- _DATASET RECORDS_:

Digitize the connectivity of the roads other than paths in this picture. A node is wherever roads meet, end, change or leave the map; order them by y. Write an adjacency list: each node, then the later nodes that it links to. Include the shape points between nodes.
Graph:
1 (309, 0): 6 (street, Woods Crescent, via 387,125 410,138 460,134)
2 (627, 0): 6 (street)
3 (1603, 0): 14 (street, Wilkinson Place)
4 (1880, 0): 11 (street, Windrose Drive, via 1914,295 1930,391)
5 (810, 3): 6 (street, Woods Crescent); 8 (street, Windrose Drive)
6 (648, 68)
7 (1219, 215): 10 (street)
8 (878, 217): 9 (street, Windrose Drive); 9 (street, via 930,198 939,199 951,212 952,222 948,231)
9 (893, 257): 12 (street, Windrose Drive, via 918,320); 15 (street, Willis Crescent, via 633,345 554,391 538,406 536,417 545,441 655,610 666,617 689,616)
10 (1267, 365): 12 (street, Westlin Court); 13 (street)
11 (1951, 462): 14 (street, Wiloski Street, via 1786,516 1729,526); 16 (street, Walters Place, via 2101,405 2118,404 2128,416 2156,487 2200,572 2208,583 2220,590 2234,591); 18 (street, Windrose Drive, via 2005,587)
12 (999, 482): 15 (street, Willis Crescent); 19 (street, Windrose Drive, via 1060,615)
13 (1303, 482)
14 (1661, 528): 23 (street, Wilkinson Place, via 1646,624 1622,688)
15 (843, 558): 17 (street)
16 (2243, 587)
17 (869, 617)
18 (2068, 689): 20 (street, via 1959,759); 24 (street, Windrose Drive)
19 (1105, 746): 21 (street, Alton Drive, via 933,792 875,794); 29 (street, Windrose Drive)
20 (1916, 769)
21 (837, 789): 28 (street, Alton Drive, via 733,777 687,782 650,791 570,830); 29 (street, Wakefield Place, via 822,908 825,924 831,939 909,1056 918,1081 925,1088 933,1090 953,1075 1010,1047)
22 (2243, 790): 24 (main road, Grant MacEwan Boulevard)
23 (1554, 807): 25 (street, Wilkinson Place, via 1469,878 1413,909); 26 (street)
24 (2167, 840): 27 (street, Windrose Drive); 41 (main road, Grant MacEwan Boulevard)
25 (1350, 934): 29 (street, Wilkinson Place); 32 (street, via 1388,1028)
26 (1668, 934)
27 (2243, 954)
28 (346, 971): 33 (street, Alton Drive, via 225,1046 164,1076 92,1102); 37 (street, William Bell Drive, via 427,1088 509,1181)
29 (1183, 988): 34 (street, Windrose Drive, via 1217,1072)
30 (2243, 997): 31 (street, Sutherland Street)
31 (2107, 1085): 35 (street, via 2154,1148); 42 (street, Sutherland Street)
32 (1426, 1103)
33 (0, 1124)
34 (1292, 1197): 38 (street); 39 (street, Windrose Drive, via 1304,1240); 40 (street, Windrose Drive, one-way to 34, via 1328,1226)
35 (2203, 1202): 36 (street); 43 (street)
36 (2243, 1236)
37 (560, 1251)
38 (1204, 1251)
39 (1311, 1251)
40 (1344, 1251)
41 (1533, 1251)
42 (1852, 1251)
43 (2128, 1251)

- _WHAT TO WORK ON_: Look over the records above and filter for each line with the word "Boulevard".

- _EXERCISE SOLUTION_:
22 (2243, 790): 24 (main road, Grant MacEwan Boulevard)
24 (2167, 840): 27 (street, Windrose Drive); 41 (main road, Grant MacEwan Boulevard)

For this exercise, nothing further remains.